Habitualmente, as lesões do pano branco são comuns no verão, pois nesta época a maior exposição
solar favorece o aumento do contraste entre as manchas e as áreas de pele sadia. Como já referido
anteriormente, ao contrário do que diz o senso comum, não é a praia ou a piscina que provocam o pano
branco, elas apenas intensificam o seus sinais.

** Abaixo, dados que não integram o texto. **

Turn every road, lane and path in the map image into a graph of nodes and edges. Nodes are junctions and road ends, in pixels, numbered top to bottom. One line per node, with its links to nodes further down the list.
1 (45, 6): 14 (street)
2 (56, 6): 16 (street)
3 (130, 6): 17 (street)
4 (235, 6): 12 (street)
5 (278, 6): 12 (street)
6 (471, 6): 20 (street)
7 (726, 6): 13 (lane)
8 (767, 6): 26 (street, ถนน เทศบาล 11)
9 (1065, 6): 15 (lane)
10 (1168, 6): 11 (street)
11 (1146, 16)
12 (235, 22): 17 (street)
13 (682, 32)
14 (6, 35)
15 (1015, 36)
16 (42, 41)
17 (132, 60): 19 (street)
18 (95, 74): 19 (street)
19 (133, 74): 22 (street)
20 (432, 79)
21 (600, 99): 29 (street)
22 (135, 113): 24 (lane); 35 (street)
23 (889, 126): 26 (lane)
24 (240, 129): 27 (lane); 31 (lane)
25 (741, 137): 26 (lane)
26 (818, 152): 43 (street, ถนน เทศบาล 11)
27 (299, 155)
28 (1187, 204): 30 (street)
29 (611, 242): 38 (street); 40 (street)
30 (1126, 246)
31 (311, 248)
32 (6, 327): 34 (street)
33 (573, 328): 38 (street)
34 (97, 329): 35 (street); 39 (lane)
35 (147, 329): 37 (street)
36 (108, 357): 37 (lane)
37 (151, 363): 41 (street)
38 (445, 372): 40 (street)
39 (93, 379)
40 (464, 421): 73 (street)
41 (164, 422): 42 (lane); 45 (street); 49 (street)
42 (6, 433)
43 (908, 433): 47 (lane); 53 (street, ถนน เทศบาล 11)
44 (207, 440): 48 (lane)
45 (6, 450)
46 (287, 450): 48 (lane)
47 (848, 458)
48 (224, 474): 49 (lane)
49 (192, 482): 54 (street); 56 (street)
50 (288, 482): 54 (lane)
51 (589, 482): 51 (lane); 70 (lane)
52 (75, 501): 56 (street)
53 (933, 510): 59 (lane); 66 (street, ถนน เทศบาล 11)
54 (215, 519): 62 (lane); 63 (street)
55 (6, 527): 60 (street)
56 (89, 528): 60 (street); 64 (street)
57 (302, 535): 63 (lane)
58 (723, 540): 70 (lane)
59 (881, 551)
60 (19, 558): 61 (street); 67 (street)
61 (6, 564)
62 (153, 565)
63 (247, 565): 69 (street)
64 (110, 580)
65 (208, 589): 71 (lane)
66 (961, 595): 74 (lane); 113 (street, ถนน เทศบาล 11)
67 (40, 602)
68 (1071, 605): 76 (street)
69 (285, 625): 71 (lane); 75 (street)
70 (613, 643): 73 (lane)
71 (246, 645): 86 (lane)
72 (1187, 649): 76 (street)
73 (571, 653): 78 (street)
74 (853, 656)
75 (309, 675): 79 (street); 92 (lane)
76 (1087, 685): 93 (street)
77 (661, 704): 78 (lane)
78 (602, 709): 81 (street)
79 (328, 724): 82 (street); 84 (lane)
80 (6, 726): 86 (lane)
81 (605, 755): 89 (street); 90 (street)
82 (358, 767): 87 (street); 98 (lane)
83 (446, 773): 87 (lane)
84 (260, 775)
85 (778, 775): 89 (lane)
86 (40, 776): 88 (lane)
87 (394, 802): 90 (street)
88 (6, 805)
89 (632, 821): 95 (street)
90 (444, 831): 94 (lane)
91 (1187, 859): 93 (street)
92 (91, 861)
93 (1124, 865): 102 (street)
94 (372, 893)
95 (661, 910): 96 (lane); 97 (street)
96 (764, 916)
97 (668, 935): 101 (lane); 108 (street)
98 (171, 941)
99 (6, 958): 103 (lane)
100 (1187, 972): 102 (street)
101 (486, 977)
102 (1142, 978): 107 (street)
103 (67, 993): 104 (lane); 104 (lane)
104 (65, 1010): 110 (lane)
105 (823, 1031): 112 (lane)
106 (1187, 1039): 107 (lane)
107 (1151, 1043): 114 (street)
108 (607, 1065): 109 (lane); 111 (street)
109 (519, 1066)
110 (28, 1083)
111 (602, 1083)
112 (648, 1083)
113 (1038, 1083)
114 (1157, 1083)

A pitiríase versicolor é um problema basicamente estético. A infecção fúngica é muito superficial e não
costuma causar maiores problemas de saúde. Em geral, os pacientes só procuram o médico por conta
do incômodo estético.
Em alguns casos, as lesões podem desaparecer espontaneamente com tempo, mas muito pacientes
ficam com as manchas na pele de forma persistente caso não sejam tratados.
Diagnóstico
As lesões do pano branco costumam ser bem típicas, e o diagnóstico na maioria das vezes pode ser
feito clinicamente, sem necessidade de nenhum exame complementar. Se houver alguma dúvida, o
dermatologista pode fazer uma raspagem das lesões e levar o material para observação no microscópio,
o que facilmente identifica a presença do fungo.
Tratamento
Existe uma grande variedade de remédios disponíveis para o tratamento do pano branco. Como é uma
micose superficial, a maioria dos casos de pitiríase versicolor pode ser tratada com medicação de uso
tópico, como cremes, loções e shampoos. O uso de comprimidos fica geralmente restrito aos casos de
lesões muito extensas ou quando o tratamento tópico não funciona.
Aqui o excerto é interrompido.